**What you will do:** Exact reproduction of all the entries is required, without any of their pictures.

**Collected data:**
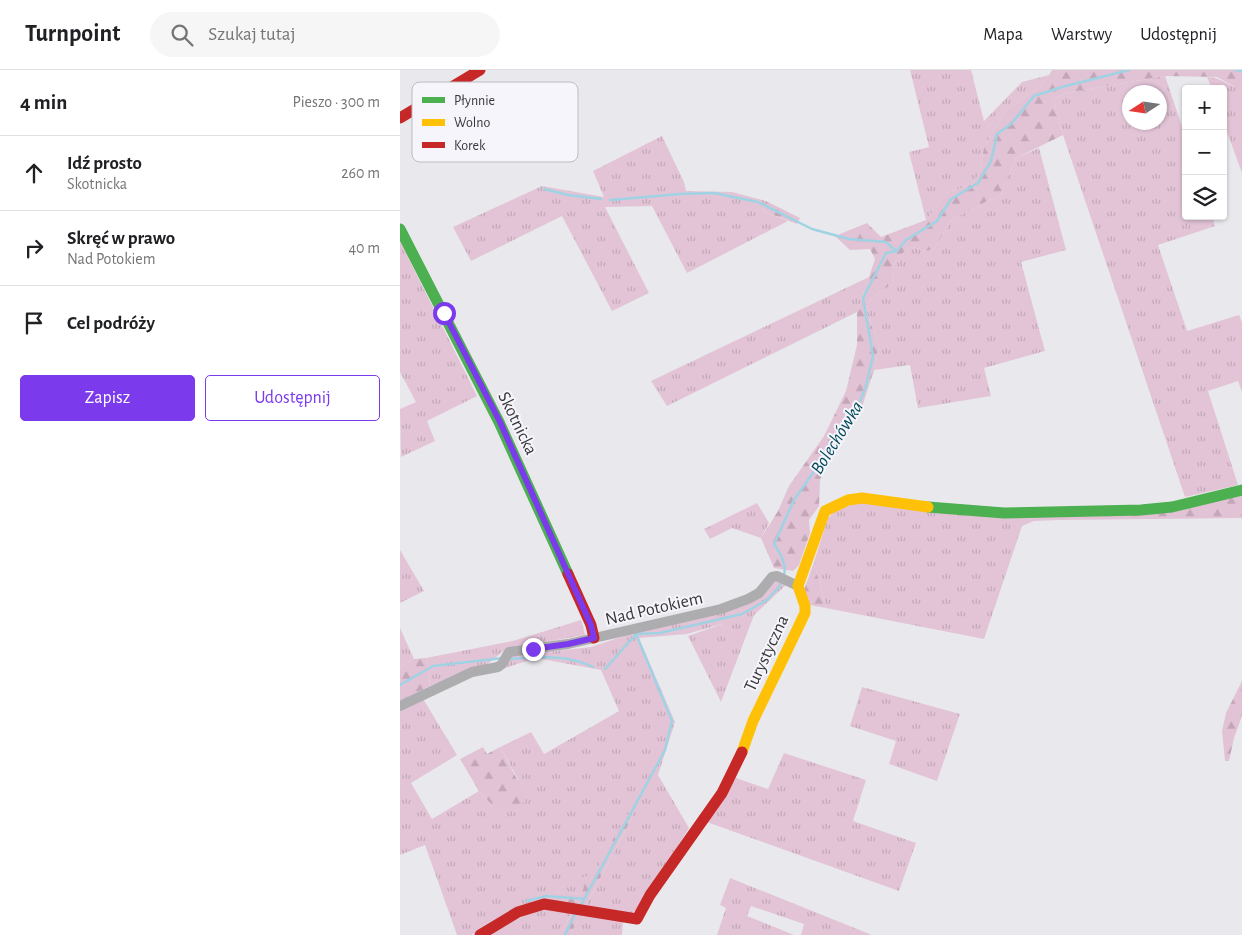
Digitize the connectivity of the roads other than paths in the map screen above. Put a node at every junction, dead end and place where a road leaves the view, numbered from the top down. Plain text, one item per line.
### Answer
1 (480, 70) edge
2 (460, 82) edge
3 (412, 111) edge
4 (400, 118) edge
5 (400, 229) edge
6 (1242, 490) edge
7 (794, 584) junction
8 (594, 638) junction
9 (400, 706) edge
10 (480, 935) edge

1 - 2 street
3 - 4 street
5 - 8 street, Skotnicka
6 - 7 street
7 - 8 street, Nad Potokiem
7 - 10 street, Turystyczna
8 - 9 street, Nad Potokiem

**Solution to this exercise:**
Digitize the connectivity of the roads other than paths in the map screen above. Put a node at every junction, dead end and place where a road leaves the view, numbered from the top down. Plain text, one item per line.
### Answer
1 (480, 70) edge
2 (460, 82) edge
3 (412, 111) edge
4 (400, 118) edge
5 (400, 229) edge
6 (1242, 490) edge
7 (794, 584) junction
8 (594, 638) junction
9 (400, 706) edge
10 (480, 935) edge

1 - 2 street
3 - 4 street
5 - 8 street, Skotnicka
6 - 7 street
7 - 8 street, Nad Potokiem
7 - 10 street, Turystyczna
8 - 9 street, Nad Potokiem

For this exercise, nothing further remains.